WHAT YOU WILL DO | Wherever the string "main" appears in the records, return the line that holds it.

===== EXTRACTED MATERIAL =====

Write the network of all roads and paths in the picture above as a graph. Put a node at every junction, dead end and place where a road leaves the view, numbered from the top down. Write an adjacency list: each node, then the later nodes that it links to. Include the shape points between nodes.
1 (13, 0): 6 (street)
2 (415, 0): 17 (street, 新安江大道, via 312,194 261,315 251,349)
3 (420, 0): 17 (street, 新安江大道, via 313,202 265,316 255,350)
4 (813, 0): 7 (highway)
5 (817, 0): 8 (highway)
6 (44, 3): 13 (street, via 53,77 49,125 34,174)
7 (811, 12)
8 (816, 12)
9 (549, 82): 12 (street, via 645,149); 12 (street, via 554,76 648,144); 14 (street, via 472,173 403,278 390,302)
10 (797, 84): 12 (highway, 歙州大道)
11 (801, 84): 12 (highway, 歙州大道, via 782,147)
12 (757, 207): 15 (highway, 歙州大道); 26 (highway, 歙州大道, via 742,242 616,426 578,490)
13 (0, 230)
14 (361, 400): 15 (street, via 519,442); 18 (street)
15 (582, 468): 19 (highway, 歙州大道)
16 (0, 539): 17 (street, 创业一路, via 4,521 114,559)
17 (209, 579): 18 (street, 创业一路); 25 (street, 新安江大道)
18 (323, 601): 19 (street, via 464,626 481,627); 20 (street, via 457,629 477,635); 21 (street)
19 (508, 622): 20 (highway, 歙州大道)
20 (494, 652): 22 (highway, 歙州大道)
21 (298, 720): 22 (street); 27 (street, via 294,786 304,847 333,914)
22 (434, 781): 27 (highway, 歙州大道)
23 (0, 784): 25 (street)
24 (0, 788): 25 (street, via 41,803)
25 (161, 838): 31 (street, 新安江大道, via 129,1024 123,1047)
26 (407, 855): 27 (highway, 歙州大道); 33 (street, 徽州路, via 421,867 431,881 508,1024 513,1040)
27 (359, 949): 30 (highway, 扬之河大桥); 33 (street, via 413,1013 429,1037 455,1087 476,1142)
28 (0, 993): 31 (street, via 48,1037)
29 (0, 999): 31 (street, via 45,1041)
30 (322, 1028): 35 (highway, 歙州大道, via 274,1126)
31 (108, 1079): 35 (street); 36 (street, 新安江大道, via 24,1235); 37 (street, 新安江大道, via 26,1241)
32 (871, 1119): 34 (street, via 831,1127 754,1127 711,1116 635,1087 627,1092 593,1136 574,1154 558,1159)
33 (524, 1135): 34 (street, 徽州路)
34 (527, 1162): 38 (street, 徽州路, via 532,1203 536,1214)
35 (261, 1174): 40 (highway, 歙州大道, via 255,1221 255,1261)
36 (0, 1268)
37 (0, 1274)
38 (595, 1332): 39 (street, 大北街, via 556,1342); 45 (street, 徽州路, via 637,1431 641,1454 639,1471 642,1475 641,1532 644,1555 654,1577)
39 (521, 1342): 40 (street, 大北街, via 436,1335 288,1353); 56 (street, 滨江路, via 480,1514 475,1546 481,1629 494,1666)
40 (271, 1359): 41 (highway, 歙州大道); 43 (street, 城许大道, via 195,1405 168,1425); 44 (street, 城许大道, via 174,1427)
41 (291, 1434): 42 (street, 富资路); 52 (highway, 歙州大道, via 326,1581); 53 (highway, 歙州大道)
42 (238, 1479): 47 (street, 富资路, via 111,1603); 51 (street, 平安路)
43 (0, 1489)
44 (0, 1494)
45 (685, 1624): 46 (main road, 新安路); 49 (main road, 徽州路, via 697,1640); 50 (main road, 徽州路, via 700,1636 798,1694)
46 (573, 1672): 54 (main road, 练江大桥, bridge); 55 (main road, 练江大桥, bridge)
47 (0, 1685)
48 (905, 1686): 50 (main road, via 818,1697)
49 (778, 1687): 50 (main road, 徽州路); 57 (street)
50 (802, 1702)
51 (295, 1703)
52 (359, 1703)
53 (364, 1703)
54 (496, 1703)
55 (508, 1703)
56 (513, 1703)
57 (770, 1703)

=====

SOLUTION TO THE PROBLEM |
45 (685, 1624): 46 (main road, 新安路); 49 (main road, 徽州路, via 697,1640); 50 (main road, 徽州路, via 700,1636 798,1694)
46 (573, 1672): 54 (main road, 练江大桥, bridge); 55 (main road, 练江大桥, bridge)
48 (905, 1686): 50 (main road, via 818,1697)
49 (778, 1687): 50 (main road, 徽州路); 57 (street)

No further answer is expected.